Whether the physical confines of extended penal isolation are the antiseptic sterility of
the newer Supermax variety on the medieval-like cells in prisons like Menard, Pontiac, or
Stateville in Illinois, the negative impact on the individual appears to be the same. There is a
retreat into the recesses of one's psyche and either the "discovery" of a hiding place or of
demons so frightening that self-destruction and unimaginable self–abasement emerge. Bodies
are smeared with one's own excrement; arms are mutilated; suicides attempted and some
completed; objects inserted in the penis; stitches repeatedly ripped from recent surgery; a
shoulder partly eaten away.
Even Edward Munch's "The Scream" fails to capture the hidden horrors emerging from
some of the men and women in longer-term (over 30 days) penal isolation. Every example I
just gave comes from actual cases I have encountered.
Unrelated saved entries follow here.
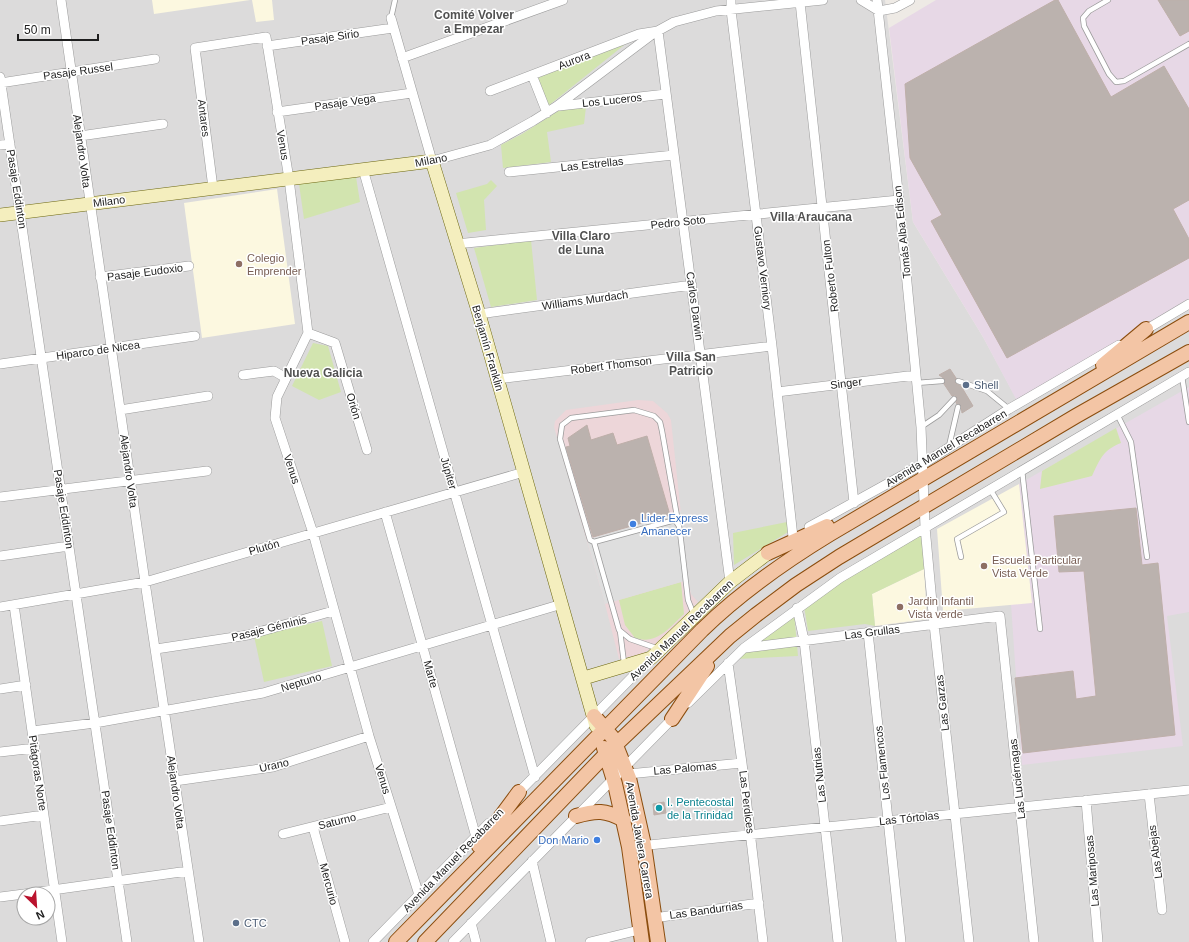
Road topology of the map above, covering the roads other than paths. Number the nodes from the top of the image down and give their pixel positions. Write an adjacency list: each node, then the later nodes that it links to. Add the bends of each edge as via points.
1 (61, 0): 21 (street, Alejandro Volta)
2 (395, 0): 13 (lane)
3 (563, 0): 19 (street)
4 (731, 0): 11 (street, Gustavo Verniory)
5 (823, 0): 10 (street, Milano)
6 (861, 0): 12 (street)
7 (877, 0): 12 (street, Tomás Alba Edison)
8 (910, 0): 12 (street, via 895,8)
9 (1108, 0): 17 (lane, via 1089,11 1083,18 1084,26 1109,74 1116,82 1124,81)
10 (800, 2): 11 (street, Milano); 42 (street, Roberto Fulton)
11 (730, 10): 15 (street, Milano, via 674,22); 44 (street, Gustavo Verniory)
12 (879, 11): 40 (street, Tomás Alba Edison)
13 (391, 18): 14 (street, Benjamín Franklin)
14 (393, 28): 16 (street, Pasaje Sirio); 19 (street, Benjamín Franklin)
15 (658, 31): 22 (street, Aurora, via 639,34); 26 (street, Carlos Darwin); 27 (street, Milano)
16 (266, 42): 18 (street, Pasaje Sirio); 28 (street, Venus)
17 (1189, 44)
18 (194, 48): 39 (street, Antares)
19 (402, 58): 25 (street, Benjamín Franklin)
20 (155, 60): 21 (street, Pasaje Russel)
21 (71, 71): 23 (street, Pasaje Russel); 31 (street, Alejandro Volta)
22 (532, 75): 24 (street, Aurora); 29 (street)
23 (0, 81): 32 (street, Pasaje Eddinton)
24 (490, 91)
25 (412, 93): 28 (street, Pasaje Vega); 35 (street, Benjamín Franklin)
26 (666, 94): 27 (street, Los Luceros); 34 (street, Carlos Darwin)
27 (557, 106): 29 (street, Milano)
28 (277, 112): 38 (street, Venus)
29 (547, 112): 35 (street, Milano, via 490,145)
30 (163, 124): 31 (street)
31 (80, 136): 41 (street, Alejandro Volta)
32 (10, 144): 33 (street); 43 (street, Pasaje Eddinton)
33 (0, 145)
34 (674, 155): 37 (street, Las Estrellas); 46 (street, Carlos Darwin)
35 (432, 161): 36 (street, Milano); 47 (street, Benjamín Franklin)
36 (363, 170): 38 (street, Milano); 92 (street, Júpiter)
37 (509, 172)
38 (288, 179): 39 (street, Milano); 55 (street, Venus)
39 (213, 188): 41 (street, Milano)
40 (899, 200): 42 (street, Pedro Soto); 67 (street, Tomás Alba Edison)
41 (90, 204): 43 (street, Milano); 49 (street, Alejandro Volta)
42 (822, 208): 44 (street, Pedro Soto); 69 (street, Roberto Fulton)
43 (20, 212): 45 (street, Milano); 61 (street, Pasaje Eddinton)
44 (756, 214): 46 (street, Pedro Soto); 57 (street, Gustavo Verniory)
45 (0, 215)
46 (683, 221): 47 (street, Pedro Soto); 50 (street, Carlos Darwin)
47 (456, 244): 52 (street, Benjamín Franklin)
48 (189, 266): 49 (street, Pasaje Eudoxio)
49 (100, 277): 58 (street, Alejandro Volta)
50 (692, 285): 52 (street, Williams Murdach); 60 (street, Carlos Darwin)
51 (1189, 304): 54 (street, Avenida Manuel Recabarren)
52 (479, 314): 66 (street, Benjamín Franklin)
53 (1189, 322): 72 (main road, Avenida Manuel Recabarren)
54 (1146, 329): 72 (main road); 77 (street, Avenida Manuel Recabarren)
55 (308, 333): 65 (street, Venus); 83 (street, Orión, via 334,344)
56 (195, 336): 58 (street, Hiparco de Nicea)
57 (772, 346): 60 (street, Robert Thomson); 71 (street, Gustavo Verniory)
58 (111, 349): 61 (street, Hiparco de Nicea); 78 (street, Alejandro Volta)
59 (1189, 352): 96 (main road, via 1076,416)
60 (702, 354): 66 (street, Robert Thomson); 109 (street, Carlos Darwin)
61 (41, 358): 62 (street, Hiparco de Nicea); 91 (street, Pasaje Eddinton)
62 (0, 364)
63 (1186, 374): 74 (lane); 79 (street)
64 (243, 375): 65 (street, via 274,371)
65 (286, 378): 100 (street, Venus, via 277,397 275,418)
66 (497, 379): 87 (street, Benjamín Franklin)
67 (916, 379): 68 (lane); 69 (street, Singer); 81 (street, Tomás Alba Edison)
68 (942, 380)
69 (842, 384): 71 (street, Singer); 94 (street, Roberto Fulton)
70 (961, 384): 77 (lane, via 987,391)
71 (777, 392): 101 (street, Gustavo Verniory)
72 (1067, 394): 89 (main road, Avenida Manuel Recabarren)
73 (208, 396): 78 (street)
74 (1187, 396): 80 (lane)
75 (954, 399): 81 (lane, via 939,415)
76 (958, 407): 82 (lane)
77 (1009, 409): 82 (street, Avenida Manuel Recabarren)
78 (120, 410): 88 (street, Alejandro Volta)
79 (1117, 414): 85 (street); 107 (lane, via 1131,442)
80 (1189, 422)
81 (920, 427): 84 (street, Tomás Alba Edison)
82 (949, 448): 84 (street, Avenida Manuel Recabarren)
83 (367, 450)
84 (923, 464): 89 (street, Las Garzas); 94 (street, Avenida Manuel Recabarren)
85 (1022, 470): 90 (street); 121 (lane)
86 (207, 471): 88 (street)
87 (524, 472): 92 (street, Plutón); 111 (street, Benjamín Franklin)
88 (130, 480): 91 (street); 108 (street, Alejandro Volta)
89 (923, 480): 95 (main road, Avenida Manuel Recabarren); 96 (street, Las Garzas)
90 (990, 488): 99 (street); 106 (lane, via 1004,512 957,539)
91 (60, 489): 93 (street); 103 (street, Pasaje Eddinton)
92 (454, 492): 97 (street, Plutón); 118 (street, Júpiter)
93 (0, 497)
94 (854, 502): 101 (street, Avenida Manuel Recabarren)
95 (874, 508): 104 (main road); 140 (main road, Avenida Manuel Recabarren, via 792,557 737,597)
96 (924, 508): 99 (street, Las Garzas); 123 (main road, via 796,585)
97 (385, 512): 100 (street, Plutón); 125 (street, Marte)
98 (678, 522): 102 (lane, via 668,521); 102 (lane, via 662,427 657,418 650,413 634,410 571,418 562,425 560,439 590,540); 116 (lane, via 688,600)
99 (925, 527): 114 (street, via 840,578); 119 (street, Las Garzas)
100 (313, 533): 108 (street, Plutón); 115 (street, Venus)
101 (793, 537): 104 (street, Avenida Manuel Recabarren)
102 (594, 542): 120 (lane)
103 (69, 546): 105 (street); 110 (street, Pasaje Eddinton)
104 (768, 553): 109 (street, Avenida Manuel Recabarren)
105 (0, 556)
106 (961, 557)
107 (1147, 557)
108 (145, 582): 110 (street, Plutón); 127 (street, Alejandro Volta)
109 (730, 582): 116 (street, Avenida Manuel Recabarren)
110 (76, 594): 112 (street, Plutón); 138 (street, Pasaje Eddinton)
111 (562, 604): 118 (street, Neptuno); 132 (street, Benjamín Franklin)
112 (14, 605): 113 (street, Plutón); 133 (street, Pitágoras Norte)
113 (0, 607)
114 (797, 608): 124 (street, Las Nutrias); 126 (street)
115 (333, 611): 127 (street, Pasaje Géminis, via 248,635); 131 (street, Venus)
116 (694, 615): 128 (street, Avenida Manuel Recabarren)
117 (1000, 616): 119 (street, Las Grullas); 156 (street, Las Luciérnagas)
118 (492, 624): 125 (street, Neptuno); 148 (street, Júpiter)
119 (934, 624): 122 (street, Las Grullas); 157 (street, Las Garzas)
120 (619, 630): 128 (lane); 130 (lane, via 625,657)
121 (1040, 630)
122 (868, 632): 124 (street, Las Grullas); 161 (street, Los Flamencos)
123 (730, 636): 137 (main road); 142 (main road)
124 (804, 640): 126 (street, Las Grullas); 164 (street, Las Nutrias)
125 (423, 645): 131 (street, Neptuno); 167 (street, Marte)
126 (744, 648): 129 (street)
127 (156, 649): 135 (street, Alejandro Volta)
128 (655, 654): 130 (street); 136 (street, Avenida Manuel Recabarren)
129 (728, 663): 137 (street); 146 (street, Las Perdices)
130 (624, 666): 132 (street)
131 (350, 667): 135 (street, Neptuno, via 263,693); 141 (street, Venus)
132 (584, 678): 136 (street, Benjamín Franklin)
133 (26, 685): 134 (street); 139 (street, Pitágoras Norte)
134 (0, 689)
135 (164, 711): 138 (street, Neptuno); 150 (street, Alejandro Volta)
136 (594, 716): 140 (main road, Avenida Javiera Carrera); 148 (street, Avenida Manuel Recabarren)
137 (672, 719): 147 (street)
138 (95, 723): 139 (street, Neptuno); 172 (street, Pasaje Eddinton)
139 (32, 731): 143 (street, Pitágoras Norte)
140 (603, 732): 142 (main road, Avenida Javiera Carrera); 145 (main road, Avenida Javiera Carrera); 174 (main road, Avenida Manuel Recabarren)
141 (369, 736): 150 (street, Urano, via 273,767); 155 (street, Venus)
142 (617, 744): 145 (main road); 147 (main road, Avenida Javiera Carrera)
143 (35, 748): 144 (street); 158 (street, Pitágoras Norte)
144 (0, 752)
145 (606, 754): 149 (main road, Avenida Javiera Carrera); 191 (main road)
146 (742, 763): 147 (street, Las Palomas); 166 (street, Las Perdices)
147 (627, 770): 149 (street); 168 (main road, Avenida Javiera Carrera)
148 (534, 777): 152 (street, Avenida Manuel Recabarren)
149 (613, 778): 159 (street); 160 (main road, Avenida Javiera Carrera)
150 (175, 781): 171 (street, Alejandro Volta)
151 (1189, 790): 153 (street, Las Tórtolas)
152 (519, 792): 167 (street, Avenida Manuel Recabarren); 174 (main road)
153 (1149, 794): 154 (street, Las Tórtolas); 181 (street, Las Abejas)
154 (1086, 800): 156 (street, Las Tórtolas); 202 (street, Las Mariposas)
155 (391, 807): 163 (street, Saturno); 177 (street, Venus)
156 (1020, 807): 157 (street, Las Tórtolas); 201 (street, Las Luciérnagas)
157 (954, 814): 161 (street, Las Tórtolas); 200 (street, Las Garzas)
158 (44, 815): 162 (street); 173 (street, Pitágoras Norte)
159 (576, 816): 160 (main road, via 594,811 610,813); 170 (street)
160 (624, 820): 169 (main road, Avenida Javiera Carrera)
161 (888, 820): 164 (street, Las Tórtolas); 199 (street, Los Flamencos)
162 (0, 821)
163 (313, 827): 165 (street, Saturno); 188 (street, Mercurio)
164 (825, 827): 166 (street, Las Tórtolas); 198 (street, Las Nutrias)
165 (283, 834)
166 (751, 834): 168 (street, Las Tórtolas); 180 (street, Las Perdices)
167 (476, 837): 177 (street, Avenida Manuel Recabarren)
168 (644, 845): 169 (street, Las Tórtolas); 182 (main road, Avenida Javiera Carrera)
169 (629, 847): 184 (main road, Avenida Javiera Carrera)
170 (532, 861): 183 (street); 194 (street)
171 (188, 871): 172 (street); 187 (street, Alejandro Volta)
172 (118, 881): 175 (street); 186 (street, Pasaje Eddinton)
173 (53, 886)
174 (447, 889): 190 (main road, Avenida Manuel Recabarren)
175 (56, 890)
176 (16, 895): 178 (street)
177 (419, 895): 189 (street, Avenida Manuel Recabarren)
178 (0, 897)
179 (56, 903): 185 (street, Pitágoras Norte)
180 (759, 903): 182 (street, Las Bandurrias); 197 (street, Las Perdices)
181 (1162, 910)
182 (654, 918): 196 (main road, Avenida Javiera Carrera)
183 (471, 923): 192 (street); 193 (street)
184 (641, 936): 195 (street)
185 (62, 942)
186 (127, 942)
187 (199, 942)
188 (345, 942)
189 (373, 942)
190 (396, 942)
191 (425, 942)
192 (453, 942)
193 (476, 942)
194 (551, 942)
195 (590, 942)
196 (658, 942)
197 (763, 942)
198 (838, 942)
199 (901, 942)
200 (969, 942)
201 (1034, 942)
202 (1098, 942)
It is very expensive to control inmates in a high security classification or segregation.
There are two, perhaps three, officers assigned to every such inmate who for whatever reason
must leave his or her cell (e.g., a dental or medical appointment, a visit, a disciplinary hearing).
I recently observed such prison disciplinary hearings and they moved with the speed of light
with each inmate-defendant manacled and a different pair of officers at each shoulder.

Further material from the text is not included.